**Task brief:**
The full listing is needed, transcribed word for word.

**Records for the exercise:**
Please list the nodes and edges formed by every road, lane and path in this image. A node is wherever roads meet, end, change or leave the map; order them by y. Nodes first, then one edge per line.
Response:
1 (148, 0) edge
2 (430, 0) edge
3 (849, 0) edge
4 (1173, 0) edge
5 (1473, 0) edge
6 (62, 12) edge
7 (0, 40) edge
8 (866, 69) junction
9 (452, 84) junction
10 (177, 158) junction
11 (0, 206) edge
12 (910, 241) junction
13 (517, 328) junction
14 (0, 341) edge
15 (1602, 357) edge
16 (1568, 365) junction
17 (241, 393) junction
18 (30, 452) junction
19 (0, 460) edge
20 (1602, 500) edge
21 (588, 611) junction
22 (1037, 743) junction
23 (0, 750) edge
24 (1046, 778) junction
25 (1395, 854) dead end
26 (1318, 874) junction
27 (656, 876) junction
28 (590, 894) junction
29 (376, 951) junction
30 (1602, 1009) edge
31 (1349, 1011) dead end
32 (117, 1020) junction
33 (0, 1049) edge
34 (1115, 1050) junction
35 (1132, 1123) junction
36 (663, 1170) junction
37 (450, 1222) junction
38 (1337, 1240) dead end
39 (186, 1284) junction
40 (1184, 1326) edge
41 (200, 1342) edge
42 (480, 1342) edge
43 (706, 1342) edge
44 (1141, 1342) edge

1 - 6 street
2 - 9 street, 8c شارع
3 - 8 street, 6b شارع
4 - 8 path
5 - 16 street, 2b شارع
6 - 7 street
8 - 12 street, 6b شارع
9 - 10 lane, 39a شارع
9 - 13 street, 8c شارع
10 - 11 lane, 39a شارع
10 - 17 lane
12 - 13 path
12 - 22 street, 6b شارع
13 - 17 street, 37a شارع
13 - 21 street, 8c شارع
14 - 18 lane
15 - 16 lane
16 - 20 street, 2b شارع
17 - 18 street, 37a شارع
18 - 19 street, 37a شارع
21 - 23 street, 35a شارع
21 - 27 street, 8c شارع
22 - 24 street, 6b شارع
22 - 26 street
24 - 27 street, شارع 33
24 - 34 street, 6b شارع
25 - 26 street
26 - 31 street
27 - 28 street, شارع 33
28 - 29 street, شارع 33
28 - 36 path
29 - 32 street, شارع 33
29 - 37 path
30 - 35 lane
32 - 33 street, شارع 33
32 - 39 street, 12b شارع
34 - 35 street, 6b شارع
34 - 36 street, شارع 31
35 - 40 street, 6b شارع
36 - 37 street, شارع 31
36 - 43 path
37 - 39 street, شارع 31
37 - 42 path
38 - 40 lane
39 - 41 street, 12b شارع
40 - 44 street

**Problem solution:**
Please list the nodes and edges formed by every road, lane and path in this image. A node is wherever roads meet, end, change or leave the map; order them by y. Nodes first, then one edge per line.
Response:
1 (148, 0) edge
2 (430, 0) edge
3 (849, 0) edge
4 (1173, 0) edge
5 (1473, 0) edge
6 (62, 12) edge
7 (0, 40) edge
8 (866, 69) junction
9 (452, 84) junction
10 (177, 158) junction
11 (0, 206) edge
12 (910, 241) junction
13 (517, 328) junction
14 (0, 341) edge
15 (1602, 357) edge
16 (1568, 365) junction
17 (241, 393) junction
18 (30, 452) junction
19 (0, 460) edge
20 (1602, 500) edge
21 (588, 611) junction
22 (1037, 743) junction
23 (0, 750) edge
24 (1046, 778) junction
25 (1395, 854) dead end
26 (1318, 874) junction
27 (656, 876) junction
28 (590, 894) junction
29 (376, 951) junction
30 (1602, 1009) edge
31 (1349, 1011) dead end
32 (117, 1020) junction
33 (0, 1049) edge
34 (1115, 1050) junction
35 (1132, 1123) junction
36 (663, 1170) junction
37 (450, 1222) junction
38 (1337, 1240) dead end
39 (186, 1284) junction
40 (1184, 1326) edge
41 (200, 1342) edge
42 (480, 1342) edge
43 (706, 1342) edge
44 (1141, 1342) edge

1 - 6 street
2 - 9 street, 8c شارع
3 - 8 street, 6b شارع
4 - 8 path
5 - 16 street, 2b شارع
6 - 7 street
8 - 12 street, 6b شارع
9 - 10 lane, 39a شارع
9 - 13 street, 8c شارع
10 - 11 lane, 39a شارع
10 - 17 lane
12 - 13 path
12 - 22 street, 6b شارع
13 - 17 street, 37a شارع
13 - 21 street, 8c شارع
14 - 18 lane
15 - 16 lane
16 - 20 street, 2b شارع
17 - 18 street, 37a شارع
18 - 19 street, 37a شارع
21 - 23 street, 35a شارع
21 - 27 street, 8c شارع
22 - 24 street, 6b شارع
22 - 26 street
24 - 27 street, شارع 33
24 - 34 street, 6b شارع
25 - 26 street
26 - 31 street
27 - 28 street, شارع 33
28 - 29 street, شارع 33
28 - 36 path
29 - 32 street, شارع 33
29 - 37 path
30 - 35 lane
32 - 33 street, شارع 33
32 - 39 street, 12b شارع
34 - 35 street, 6b شارع
34 - 36 street, شارع 31
35 - 40 street, 6b شارع
36 - 37 street, شارع 31
36 - 43 path
37 - 39 street, شارع 31
37 - 42 path
38 - 40 lane
39 - 41 street, 12b شارع
40 - 44 street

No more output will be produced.